From Snapshots to Story Arcs
Imagine trying to understand a movie by only looking at a few still photos. That’s what old-school soccer stats felt like. A coach knew their team had 15 shots, but had little objective data on how they created those chances. Sequence-based analysis changes
this entirely. Instead of just counting the final action (a shot), it tracks the entire possession chain leading up to it. This means every pass, dribble, and movement that contributes to an attack is captured and valued. A game is no longer a collection of disconnected moments but a series of interconnected sequences, each with a start, a middle, and an end. This shift allows analysts and coaches to ask more profound questions: not just what happened, but how and why it happened.
The New Language of Value: xG, xGChain, and xT
To understand sequences, coaches rely on a new alphabet of metrics.

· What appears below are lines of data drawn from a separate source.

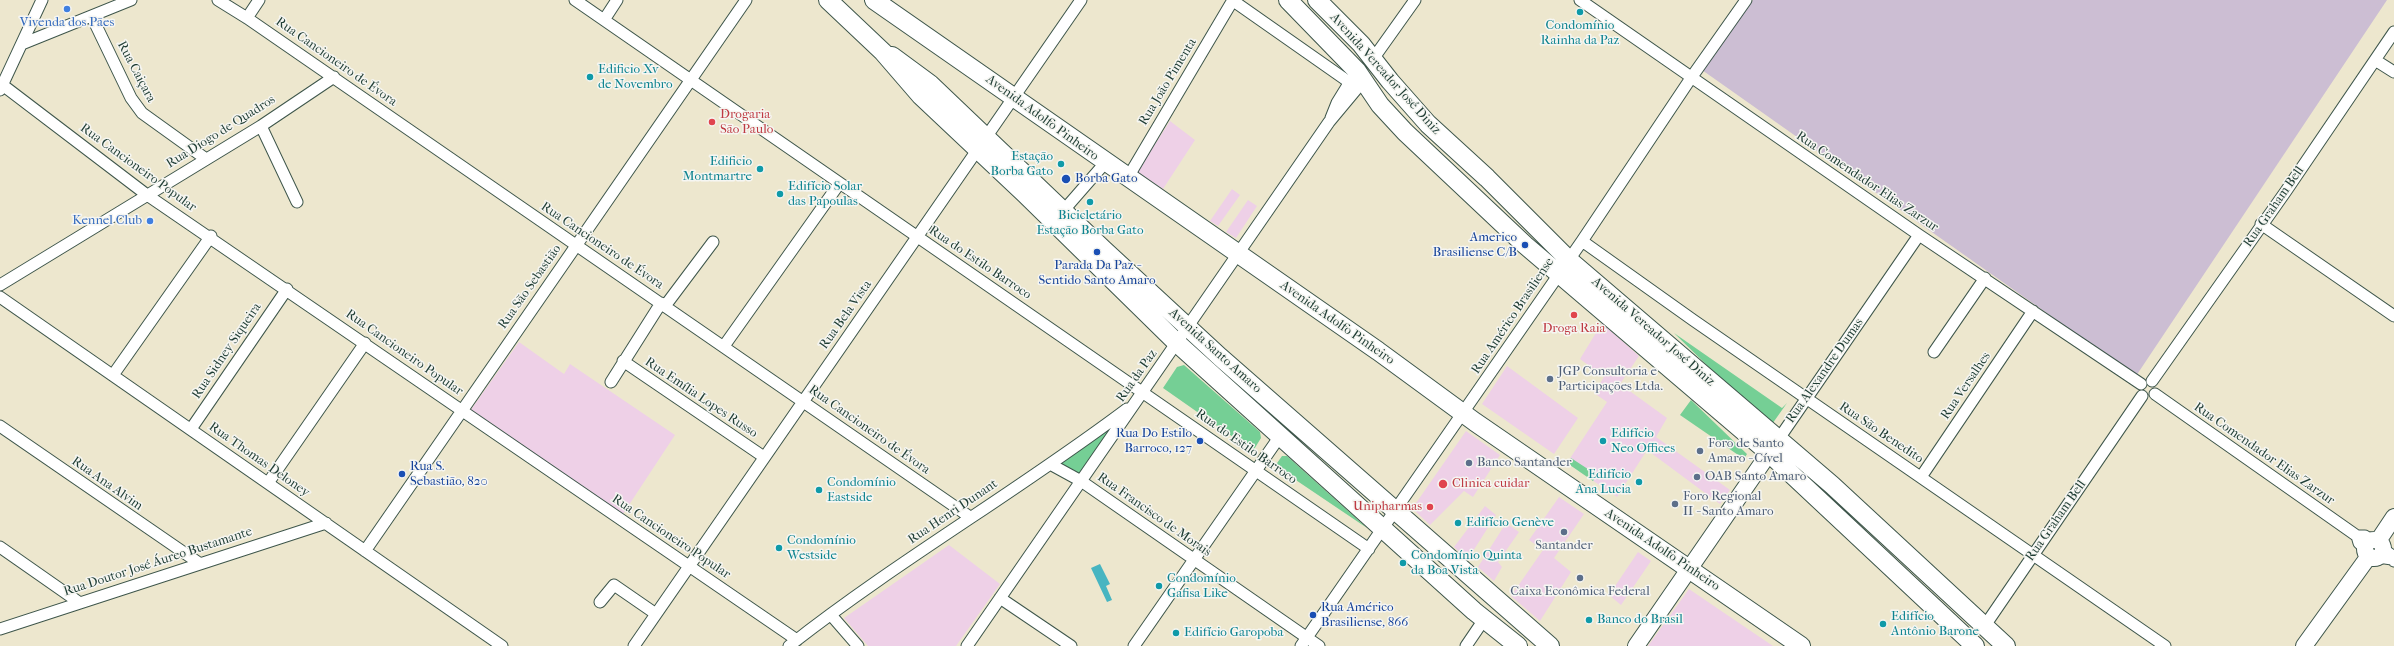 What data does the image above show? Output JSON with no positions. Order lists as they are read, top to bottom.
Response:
{
  "streets": {
    "main road": ["Avenida Vereador José Diniz", "Avenida Adolfo Pinheiro", "Avenida Santo Amaro"],
    "street": [
      "Rua Cancioneiro de Évora",
      "Rua Caiçara",
      "Rua João Pimenta",
      "Rua Diogo de Quadros",
      "Rua Cancioneiro Popular",
      "Rua Comendador Elias Zarzur",
      "Rua Graham Bell",
      "Rua do Estilo Barroco",
      "Rua São Sebastião",
      "Rua Bela Vista",
      "Rua Américo Brasiliense",
      "Rua Sidney Siqueira",
      "Rua Alexandre Dumas",
      "Rua da Paz",
      "Rua Versalhes",
      "Rua Emília Lopes Russo",
      "Rua São Benedito",
      "Rua Thomas Deloney",
      "Rua Ana Alvim",
      "Rua Henri Dunant",
      "Rua Francisco de Morais",
      "Rua Doutor José Áureo Bustamante"
    ]
  },
  "crossings": [
    ["Rua Cancioneiro de Évora", "Rua Diogo de Quadros"],
    ["Rua Cancioneiro de Évora", "Rua São Sebastião"],
    ["Rua Cancioneiro de Évora", "Rua Bela Vista"],
    ["Rua Cancioneiro de Évora", "Rua Henri Dunant"],
    ["Rua Caiçara", "Rua Diogo de Quadros"],
    ["Avenida Vereador José Diniz", "Rua Graham Bell"],
    ["Avenida Vereador José Diniz", "Rua Américo Brasiliense"],
    ["Avenida Vereador José Diniz", "Rua Alexandre Dumas"],
    ["Avenida Vereador José Diniz", "Rua da Paz"],
    ["Rua João Pimenta", "Avenida Adolfo Pinheiro"],
    ["Avenida Adolfo Pinheiro", "Rua Bela Vista"],
    ["Avenida Adolfo Pinheiro", "Rua Américo Brasiliense"],
    ["Avenida Adolfo Pinheiro", "Rua Alexandre Dumas"],
    ["Avenida Adolfo Pinheiro", "Rua da Paz"],
    ["Rua Diogo de Quadros", "Rua Cancioneiro Popular"],
    ["Rua Cancioneiro Popular", "Rua São Sebastião"],
    ["Rua Cancioneiro Popular", "Rua Bela Vista"],
    ["Rua Cancioneiro Popular", "Rua Sidney Siqueira"],
    ["Rua Cancioneiro Popular", "Rua Henri Dunant"],
    ["Rua Comendador Elias Zarzur", "Rua Graham Bell"],
    ["Rua Comendador Elias Zarzur", "Rua Américo Brasiliense"],
    ["Rua Comendador Elias Zarzur", "Rua Alexandre Dumas"],
    ["Rua Comendador Elias Zarzur", "Rua Versalhes"],
    ["Rua Graham Bell", "Rua São Benedito"],
    ["Rua do Estilo Barroco", "Rua São Sebastião"],
    ["Rua do Estilo Barroco", "Rua Bela Vista"],
    ["Rua do Estilo Barroco", "Rua Américo Brasiliense"],
    ["Rua do Estilo Barroco", "Rua da Paz"],
    ["Rua São Sebastião", "Rua Thomas Deloney"],
    ["Rua Bela Vista", "Avenida Santo Amaro"],
    ["Rua Bela Vista", "Rua Emília Lopes Russo"],
    ["Rua Américo Brasiliense", "Avenida Santo Amaro"],
    ["Rua Américo Brasiliense", "Rua São Benedito"],
    ["Rua Américo Brasiliense", "Rua Francisco de Morais"],
    ["Rua Sidney Siqueira", "Rua Thomas Deloney"],
    ["Avenida Santo Amaro", "Rua da Paz"],
    ["Rua Alexandre Dumas", "Rua São Benedito"],
    ["Rua da Paz", "Rua Henri Dunant"],
    ["Rua da Paz", "Rua Francisco de Morais"],
    ["Rua Versalhes", "Rua São Benedito"],
    ["Rua Thomas Deloney", "Rua Doutor José Áureo Bustamante"],
    ["Rua Ana Alvim", "Rua Doutor José Áureo Bustamante"],
    ["Rua Henri Dunant", "Rua Francisco de Morais"]
  ],
  "places": [
    "Vivenda dos Pães",
    "Condomínio Rainha da Paz",
    "Edificio Xv de Novembro",
    "Drogaria São Paulo",
    "Estação Borba Gato",
    "Edificio Montmartre",
    "Borba Gato",
    "Edifício Solar das Papoulas",
    "Bicicletário Estação Borba Gato",
    "Kennel Club",
    "Americo Brasiliense C/B",
    "Parada Da Paz - Sentido Santo Amaro",
    "Droga Raia",
    "JGP Consultoria e Participações Ltda.",
    "Rua Do Estilo Barroco, 127",
    "Edifício Neo Offices",
    "Foro de Santo Amaro - Cível",
    "Banco Santander",
    "Rua S. Sebastião, 820",
    "OAB Santo Amaro",
    "Edifício Ana Lucia",
    "Clinica cuidar",
    "Condomínio Eastside",
    "Foro Regional II - Santo Amaro",
    "Unipharmas",
    "Edifício Genève",
    "Santander",
    "Condomínio Westside",
    "Condomínio Quinta da Boa Vista",
    "Caixa Econômica Federal",
    "Condomínio Gafisa Like",
    "Rua Américo Brasiliense, 866",
    "Banco do Brasil",
    "Edifício Antônio Barone",
    "Edifício Garopoba"
  ]
}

It starts with Expected Goals (xG), which assigns a probability to any given shot being a goal based on historical data. But the real game-changer is how this concept is applied to entire sequences. One key metric is Expected Goal Chain (xGChain). If a team builds an attack through a series of ten passes that ends in a shot worth 0.4 xG, every player who touched the ball in that sequence gets credit. This immediately highlights the value of players who may not get the final goal or assist but are crucial to building the play. Another powerful metric is Expected Threat (xT). It values any action—a pass, a dribble—based on how much it increases a team’s probability of scoring. A simple pass sideways might have low xT, but a sharp pass that breaks an opponent's defensive line and moves the ball into a dangerous area will have a very high xT value. This allows coaches to quantify the value of every action on the pitch, not just the ones near the goal.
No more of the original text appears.